Apart from a police man. I wouldn't date or marry someone who is in the Army. I won't get to see him often so what's the point of the marriage. Again, with what I have seen Army folks do in Abuja, I wouldn't want my children's father to be an Army man. Nope. Not me.
There are a few careers I wouldn't date also but what happens when you find love without realizing it?
Gosh.... Let's not even go there. In fact, I don't want to talk about this anymore.
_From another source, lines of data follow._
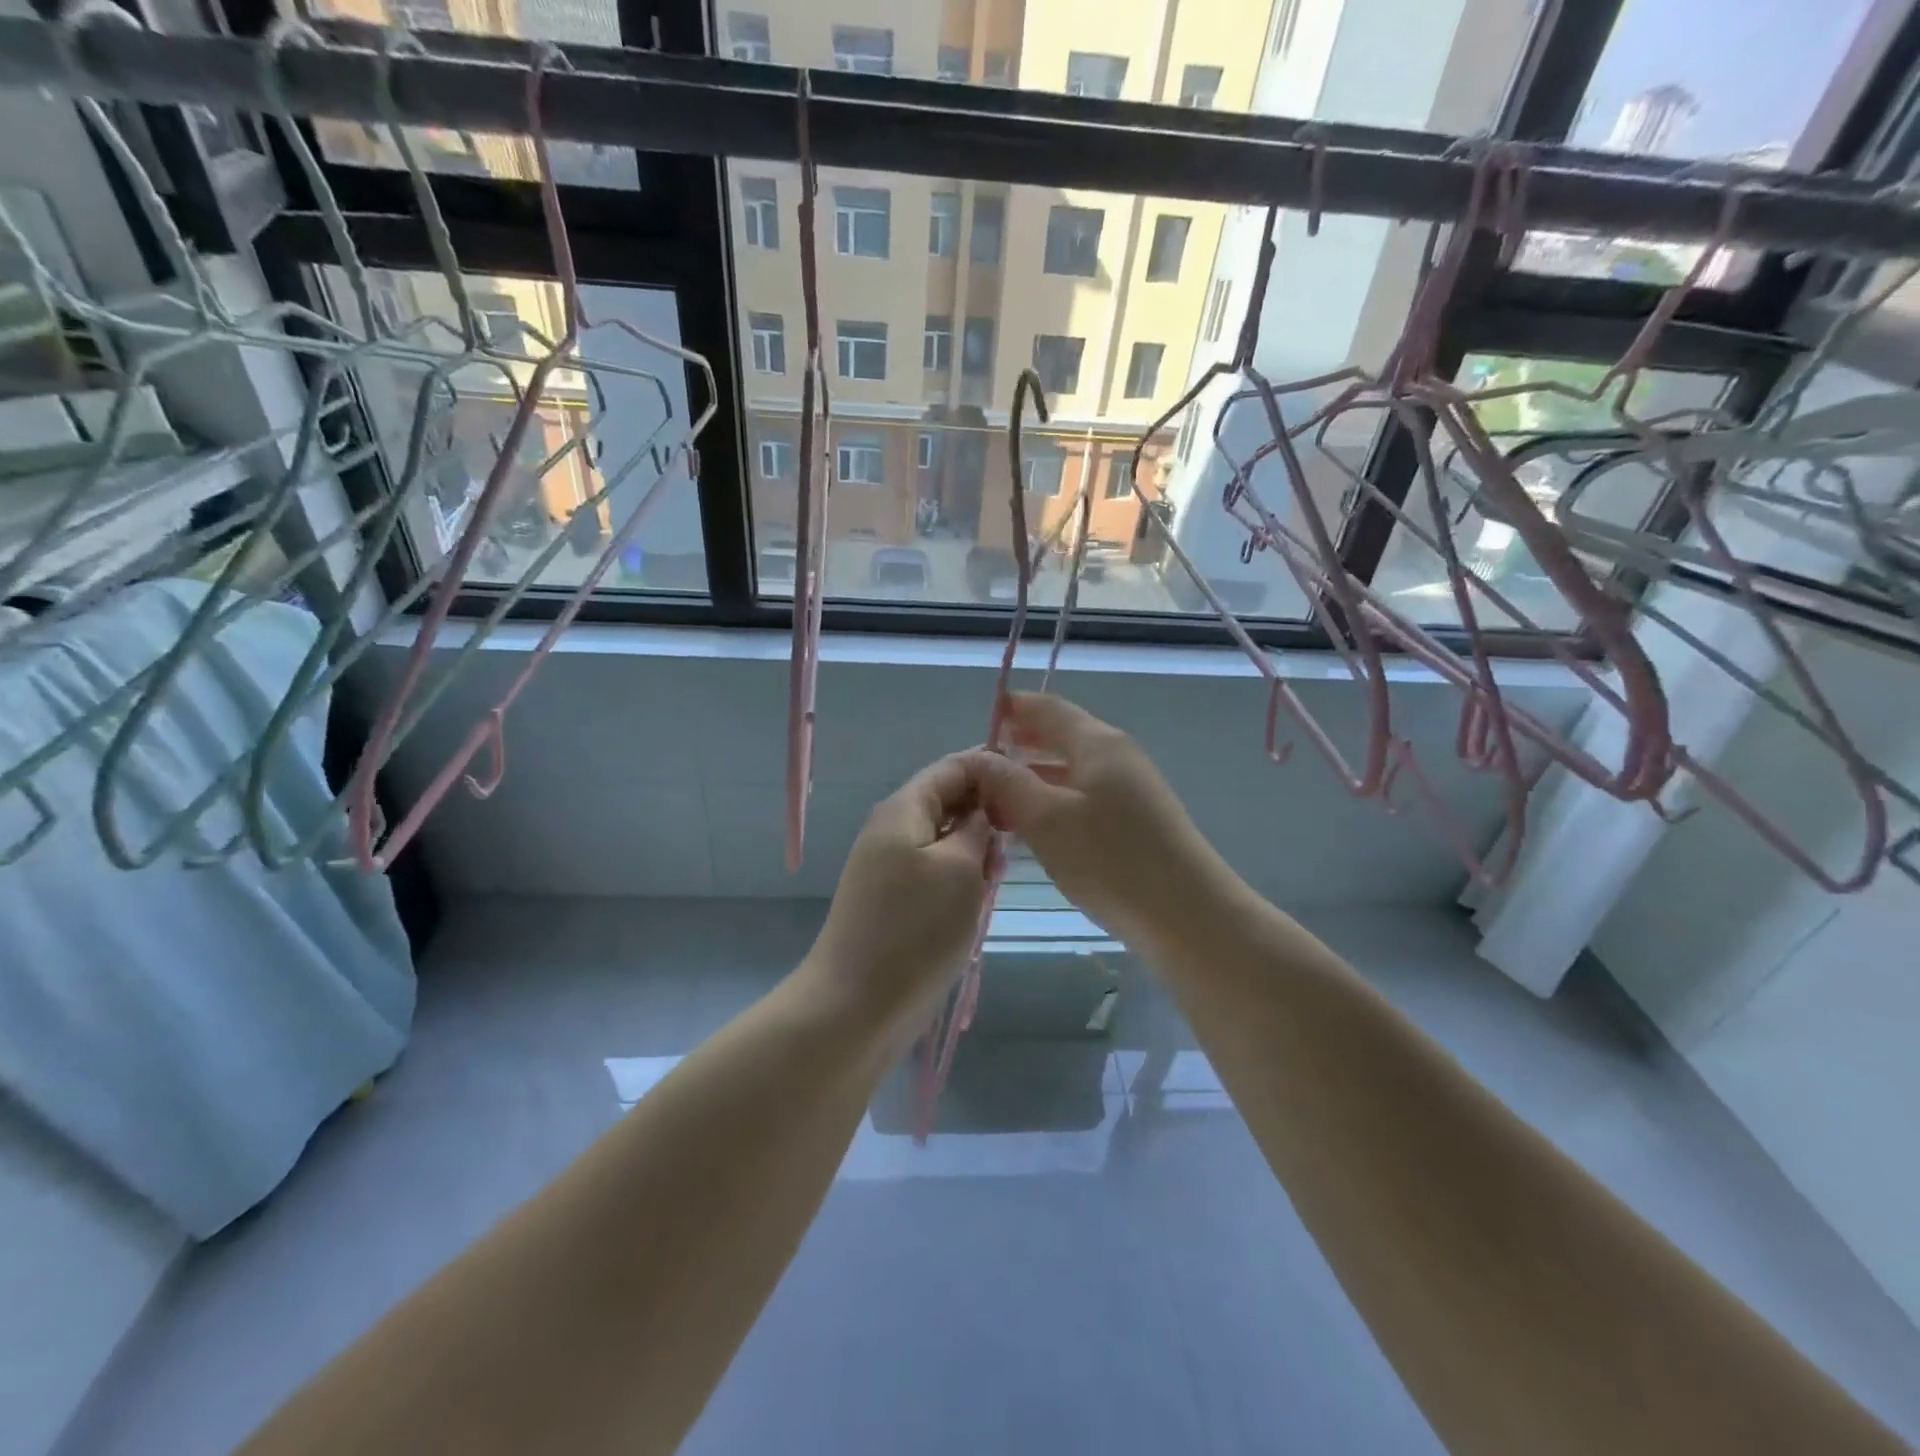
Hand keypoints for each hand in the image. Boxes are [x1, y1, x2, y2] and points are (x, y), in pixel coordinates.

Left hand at [803, 753, 998, 1040]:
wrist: (855, 1006)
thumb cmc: (915, 930)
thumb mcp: (960, 869)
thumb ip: (976, 828)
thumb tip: (982, 809)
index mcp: (904, 809)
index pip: (953, 766)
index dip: (992, 769)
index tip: (1032, 792)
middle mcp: (892, 829)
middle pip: (948, 801)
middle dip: (985, 817)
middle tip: (1013, 850)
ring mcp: (889, 866)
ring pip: (944, 839)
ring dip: (974, 852)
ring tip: (994, 882)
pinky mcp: (892, 899)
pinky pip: (934, 870)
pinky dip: (959, 878)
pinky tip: (975, 902)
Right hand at [970, 694, 1227, 946]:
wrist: (1186, 914)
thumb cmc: (1110, 859)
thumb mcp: (1046, 819)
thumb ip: (1007, 783)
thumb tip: (976, 756)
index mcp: (1097, 743)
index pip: (1048, 708)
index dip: (1013, 707)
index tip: (982, 714)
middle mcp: (1116, 756)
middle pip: (1061, 736)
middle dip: (1020, 744)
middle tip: (980, 763)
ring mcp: (1129, 790)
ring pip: (1070, 771)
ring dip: (1033, 777)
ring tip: (995, 796)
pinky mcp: (1133, 822)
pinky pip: (1082, 797)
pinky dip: (1053, 801)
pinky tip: (1032, 826)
I don run 😂😂🏃🏾♀️🏃🏾♀️🏃🏾♀️
😆 be running oh until you enter the arms of an army man.
🤣🤣🤣 babe, you no like me at all 😂😂😂
I do, you won't but just saying, it happens.
The universe has a way of playing around.
I completely understand, Love, I was just pulling your legs 🥺
to me i dont think any career can hamper any chance of one finding love, the beauty of these career thing is that it even create a plartform of people meeting and falling in love, so you see people in the same work space falling in love, all the same it depends on the perception of the individual involve
Not every career will create a platform for you to meet people, you know that right.
if it is not gender restricted
Even if jobs that aren't gender restricted, there are variables because you could be a doctor in a children's ward, in this case you might most likely never meet a single person.
i almost laughed out loud when i saw these......not that the doctor is just with the kids all the time right?...it's Hospital, so that means he's not working alone and that means he attends to others has well...my point is the whole working space is large enough to let influx of people from all angle, not basically the co-workers...
we probably find love in very strange ways don't you agree?
If you read what I wrote you will realize that I didn't say it was impossible, I was speaking about different variables and how they could affect the chances of finding love.
yah..nicely put,...looking out for more great content
This post was obtained through Dreemport .
Thank you.
I think this is so true. I found this from @dreemsteem. I think that you spend a major portion of your time in your job. I think that where your job is can greatly determine who you date because you spend so much of your time there. It is true that you marry who you date, and where you spend most of your time is where your dating pool will be. Spend most of your time at the gym or church and work, then you will probably end up meeting people to date there. That isn't a bad thing, as you will have shared interests to build from.
Exactly, some people I know spend almost 10 hours in their jobs, that is pretty much half of their day so it is important to ask these questions especially if you aren't meeting people.